The oban_jobs table shows that the attempted_at and completed_at times are staggered as expected (note it is only showing the time and not the date):

 id  │    args    │   state   │  inserted_at    │  attempted_at   │  completed_at
═════╪════════════╪═══════════╪═════════════════╪═════════════════╪═════════════════
 671 │ {"id": 1}  │ completed │ 12:34:53.486301 │ 12:34:53.505758 │ 12:34:53.613663
 672 │ {"id": 2}  │ completed │ 12:34:53.486301 │ 12:34:53.623178 │ 12:34:53.730719
 673 │ {"id": 3}  │ completed │ 12:34:53.486301 │ 12:34:53.740571 │ 12:34:53.84865
 674 │ {"id": 4}  │ completed │ 12:34:53.486301 │ 12:34:53.857146 │ 12:34:53.961968
 675 │ {"id": 5}  │ completed │ 12:34:53.486301 │ 12:34:53.976616 │ 12:34:54.087918
 676 │ {"id": 6}  │ completed │ 12:34:53.486301 │ 12:34:54.102646 │ 12:34:54.20998
 677 │ {"id": 7}  │ completed │ 12:34:53.486301 │ 12:34:54.224589 │ 12:34:54.329783
 678 │ {"id": 8}  │ completed │ 12:34:53.486301 │ 12:34:54.339628 │ 12:34:54.445821
 679 │ {"id": 9}  │ completed │ 12:34:53.486301 │ 12:34:54.455605 │ 12:34:54.559764

Getting the issue reproduced is hard, but I’m still trying to figure out in which direction the issue is. I’ve changed the insert_all to a Enum.each with an Oban.insert. The issue is still there. I’ve attached a screenshot of the database. The attempted_at timestamp is the same for the executing jobs.
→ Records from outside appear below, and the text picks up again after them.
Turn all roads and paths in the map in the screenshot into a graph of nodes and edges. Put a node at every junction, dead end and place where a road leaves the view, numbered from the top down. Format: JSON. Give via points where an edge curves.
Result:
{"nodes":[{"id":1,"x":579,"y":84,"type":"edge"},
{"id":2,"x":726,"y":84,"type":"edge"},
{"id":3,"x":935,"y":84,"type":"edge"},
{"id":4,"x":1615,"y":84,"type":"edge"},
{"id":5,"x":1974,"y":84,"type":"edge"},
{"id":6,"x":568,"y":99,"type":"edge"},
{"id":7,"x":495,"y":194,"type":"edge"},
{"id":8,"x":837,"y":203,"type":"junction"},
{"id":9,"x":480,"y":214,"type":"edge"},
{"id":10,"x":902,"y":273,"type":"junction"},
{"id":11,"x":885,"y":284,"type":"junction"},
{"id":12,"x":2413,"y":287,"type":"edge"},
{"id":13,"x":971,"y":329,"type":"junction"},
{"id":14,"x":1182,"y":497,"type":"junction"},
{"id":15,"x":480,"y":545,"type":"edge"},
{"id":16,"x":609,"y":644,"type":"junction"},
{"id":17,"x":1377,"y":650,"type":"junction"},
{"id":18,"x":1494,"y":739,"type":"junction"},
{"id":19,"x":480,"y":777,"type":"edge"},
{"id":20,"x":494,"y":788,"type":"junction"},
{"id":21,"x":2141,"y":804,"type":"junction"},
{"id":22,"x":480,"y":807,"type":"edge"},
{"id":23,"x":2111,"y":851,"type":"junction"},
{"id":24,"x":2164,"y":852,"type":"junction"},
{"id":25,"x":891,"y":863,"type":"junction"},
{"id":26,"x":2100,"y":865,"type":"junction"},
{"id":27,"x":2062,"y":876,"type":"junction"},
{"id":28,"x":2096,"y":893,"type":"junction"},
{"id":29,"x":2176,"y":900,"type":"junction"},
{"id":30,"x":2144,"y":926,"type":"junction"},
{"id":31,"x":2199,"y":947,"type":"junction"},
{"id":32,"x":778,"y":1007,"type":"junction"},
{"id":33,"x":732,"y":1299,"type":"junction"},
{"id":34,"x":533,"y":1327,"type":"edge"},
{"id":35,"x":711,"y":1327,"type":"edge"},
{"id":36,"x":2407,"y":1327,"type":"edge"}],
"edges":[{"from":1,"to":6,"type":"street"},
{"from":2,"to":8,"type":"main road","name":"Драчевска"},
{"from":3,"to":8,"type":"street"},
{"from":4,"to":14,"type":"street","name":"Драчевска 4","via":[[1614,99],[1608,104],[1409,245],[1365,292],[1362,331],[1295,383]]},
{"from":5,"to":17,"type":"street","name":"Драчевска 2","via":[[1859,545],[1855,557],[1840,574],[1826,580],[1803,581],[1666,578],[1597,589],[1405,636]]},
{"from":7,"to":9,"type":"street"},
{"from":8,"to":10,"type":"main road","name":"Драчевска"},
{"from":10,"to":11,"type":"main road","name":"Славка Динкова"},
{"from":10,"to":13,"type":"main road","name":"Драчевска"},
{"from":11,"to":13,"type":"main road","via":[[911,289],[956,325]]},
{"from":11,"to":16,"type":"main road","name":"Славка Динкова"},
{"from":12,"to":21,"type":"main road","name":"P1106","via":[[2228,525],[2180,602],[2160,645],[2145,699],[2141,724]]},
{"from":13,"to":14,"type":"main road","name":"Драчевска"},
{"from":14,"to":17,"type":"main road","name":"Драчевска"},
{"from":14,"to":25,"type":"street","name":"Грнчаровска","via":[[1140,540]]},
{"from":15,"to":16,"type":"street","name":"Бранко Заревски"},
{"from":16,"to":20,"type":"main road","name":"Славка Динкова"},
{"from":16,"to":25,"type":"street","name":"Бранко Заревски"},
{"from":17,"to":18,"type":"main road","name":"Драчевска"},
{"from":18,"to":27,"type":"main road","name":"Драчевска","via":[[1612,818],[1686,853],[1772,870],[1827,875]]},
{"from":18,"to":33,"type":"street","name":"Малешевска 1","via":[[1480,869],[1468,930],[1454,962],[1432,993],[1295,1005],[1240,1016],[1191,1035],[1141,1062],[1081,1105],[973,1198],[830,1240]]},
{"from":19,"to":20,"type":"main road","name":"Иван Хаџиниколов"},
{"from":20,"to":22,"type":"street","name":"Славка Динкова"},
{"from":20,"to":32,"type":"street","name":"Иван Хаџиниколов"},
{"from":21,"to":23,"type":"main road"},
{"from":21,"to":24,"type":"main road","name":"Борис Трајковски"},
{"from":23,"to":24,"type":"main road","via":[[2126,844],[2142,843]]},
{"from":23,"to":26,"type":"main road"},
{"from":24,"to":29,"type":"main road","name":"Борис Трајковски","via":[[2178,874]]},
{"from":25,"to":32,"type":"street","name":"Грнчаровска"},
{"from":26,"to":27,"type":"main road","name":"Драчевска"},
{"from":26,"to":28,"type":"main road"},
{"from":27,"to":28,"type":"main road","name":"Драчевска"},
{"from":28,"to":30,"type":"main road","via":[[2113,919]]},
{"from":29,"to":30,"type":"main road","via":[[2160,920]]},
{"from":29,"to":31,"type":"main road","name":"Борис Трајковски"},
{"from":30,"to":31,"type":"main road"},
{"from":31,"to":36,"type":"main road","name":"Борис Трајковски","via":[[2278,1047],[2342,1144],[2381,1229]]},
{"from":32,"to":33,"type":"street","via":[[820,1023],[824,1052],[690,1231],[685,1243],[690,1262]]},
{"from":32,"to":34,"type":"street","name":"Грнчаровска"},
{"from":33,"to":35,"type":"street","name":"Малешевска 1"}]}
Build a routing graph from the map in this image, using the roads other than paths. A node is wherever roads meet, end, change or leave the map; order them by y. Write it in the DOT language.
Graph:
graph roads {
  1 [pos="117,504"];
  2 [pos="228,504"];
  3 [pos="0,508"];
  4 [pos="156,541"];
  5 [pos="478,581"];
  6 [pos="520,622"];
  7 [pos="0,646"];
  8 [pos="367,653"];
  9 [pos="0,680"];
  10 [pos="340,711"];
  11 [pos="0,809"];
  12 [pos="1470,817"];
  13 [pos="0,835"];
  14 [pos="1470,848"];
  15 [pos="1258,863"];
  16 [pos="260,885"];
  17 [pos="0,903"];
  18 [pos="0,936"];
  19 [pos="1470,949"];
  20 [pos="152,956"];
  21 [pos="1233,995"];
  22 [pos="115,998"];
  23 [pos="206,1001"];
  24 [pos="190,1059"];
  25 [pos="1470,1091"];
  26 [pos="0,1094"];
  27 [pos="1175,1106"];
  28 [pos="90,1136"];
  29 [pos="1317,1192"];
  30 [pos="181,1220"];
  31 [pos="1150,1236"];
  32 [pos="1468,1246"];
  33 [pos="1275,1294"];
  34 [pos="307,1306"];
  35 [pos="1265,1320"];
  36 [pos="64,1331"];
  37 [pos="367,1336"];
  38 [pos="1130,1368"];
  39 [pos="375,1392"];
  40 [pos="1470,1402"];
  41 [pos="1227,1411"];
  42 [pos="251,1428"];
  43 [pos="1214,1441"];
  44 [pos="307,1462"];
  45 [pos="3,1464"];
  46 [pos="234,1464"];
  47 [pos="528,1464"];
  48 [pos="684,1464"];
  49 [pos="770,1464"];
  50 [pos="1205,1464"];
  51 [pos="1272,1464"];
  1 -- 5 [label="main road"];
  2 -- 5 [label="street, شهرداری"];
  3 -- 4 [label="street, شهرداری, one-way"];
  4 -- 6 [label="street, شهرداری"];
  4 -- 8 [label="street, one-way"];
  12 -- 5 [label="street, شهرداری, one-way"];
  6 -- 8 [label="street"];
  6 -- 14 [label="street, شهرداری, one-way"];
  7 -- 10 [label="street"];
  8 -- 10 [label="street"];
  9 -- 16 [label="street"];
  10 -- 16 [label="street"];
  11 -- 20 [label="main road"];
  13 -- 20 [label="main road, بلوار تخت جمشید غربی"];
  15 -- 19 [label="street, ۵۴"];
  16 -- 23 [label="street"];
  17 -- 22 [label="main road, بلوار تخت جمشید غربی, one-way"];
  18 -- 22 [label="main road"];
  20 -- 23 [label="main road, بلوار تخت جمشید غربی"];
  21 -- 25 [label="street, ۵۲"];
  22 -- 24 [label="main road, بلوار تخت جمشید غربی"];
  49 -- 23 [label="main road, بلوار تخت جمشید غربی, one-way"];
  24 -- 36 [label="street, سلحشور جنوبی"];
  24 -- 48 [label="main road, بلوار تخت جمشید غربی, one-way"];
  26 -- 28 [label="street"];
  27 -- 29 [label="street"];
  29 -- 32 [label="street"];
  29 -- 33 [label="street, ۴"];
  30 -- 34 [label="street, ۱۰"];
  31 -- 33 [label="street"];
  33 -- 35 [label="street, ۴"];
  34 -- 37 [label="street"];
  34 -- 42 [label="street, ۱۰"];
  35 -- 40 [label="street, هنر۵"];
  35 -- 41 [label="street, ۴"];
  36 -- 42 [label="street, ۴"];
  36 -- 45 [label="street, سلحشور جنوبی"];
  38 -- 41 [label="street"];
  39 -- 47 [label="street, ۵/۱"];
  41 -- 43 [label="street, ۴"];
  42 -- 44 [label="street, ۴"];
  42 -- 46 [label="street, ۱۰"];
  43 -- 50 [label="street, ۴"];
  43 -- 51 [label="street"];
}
To verify the config of the worker node I connected remotely to the node and ran: Oban.config()

%Oban.Config{
  dispatch_cooldown: 5,
  engine: Oban.Engines.Basic,
  get_dynamic_repo: nil,
  log: false,
  name: Oban,
  node: "node-name-here@10.0.4.30",
  notifier: Oban.Notifiers.Postgres,
  peer: Oban.Peers.Postgres,
  plugins: [
    {Oban.Plugins.Cron,
     [
       timezone: "Europe/Amsterdam",
       crontab: [
         ...
       ]
     ]},
    Oban.Plugins.Pruner,
    Oban.Plugins.Stager
  ],
  prefix: "public",
  queues: [default: [limit: 2], images: [limit: 1], ocr: [limit: 1]],
  repo: Project.Repo,
  shutdown_grace_period: 15000,
  testing: :disabled
}

When I look how the jobs are updated into an executing state: oban/lib/oban/engines/basic.ex at 44803121eb16be6a4dffb147aa257555c421050c · sorentwo/oban · GitHub
It looks like the demand is too high, but that can only happen if the limit is higher than 1 because map_size returns a non_neg_integer. Is it possible that I set the limit incorrectly?

Thanks!

Doubtful, the limit is validated before starting or updating the value on a running queue. Unless you’re using :sys.replace_state/2 to meddle with the queue’s producer, there’s no way to get an invalid limit. To verify the configuration, you can get the queue’s current state with Oban.check_queue/1.

Does it always run the same number of jobs simultaneously? From your screenshot, it looks like there are 24 with the same timestamp.

I just caught it running multiple jobs on the ocr queue.

iex(node@10.0.3.26)2> Oban.check_queue(queue: :ocr)    
%{
  limit: 1,
  name: Oban,
  node: "node@10.0.3.26",
  paused: false,
  queue: "ocr",
  refresh_interval: 30000,
  running: [20660303, 20660276, 20660255, 20660257, 20660292, 20660280,
   20660293],
  started_at: ~U[2022-09-22 10:32:26.603968Z],
  updated_at: ~U[2022-09-22 14:08:18.654687Z]
}

Right now I have 7 jobs with the same timestamp executing. But I do not see a pattern with the amount happening. It looks like if the queue is empty and new jobs are queued this happens. If new jobs are inserted after the queue is working on jobs the new jobs are executed one by one.

Is there something else I can investigate? I have this situation multiple times per day on our production environment. So I can deploy some extra debug logs for example.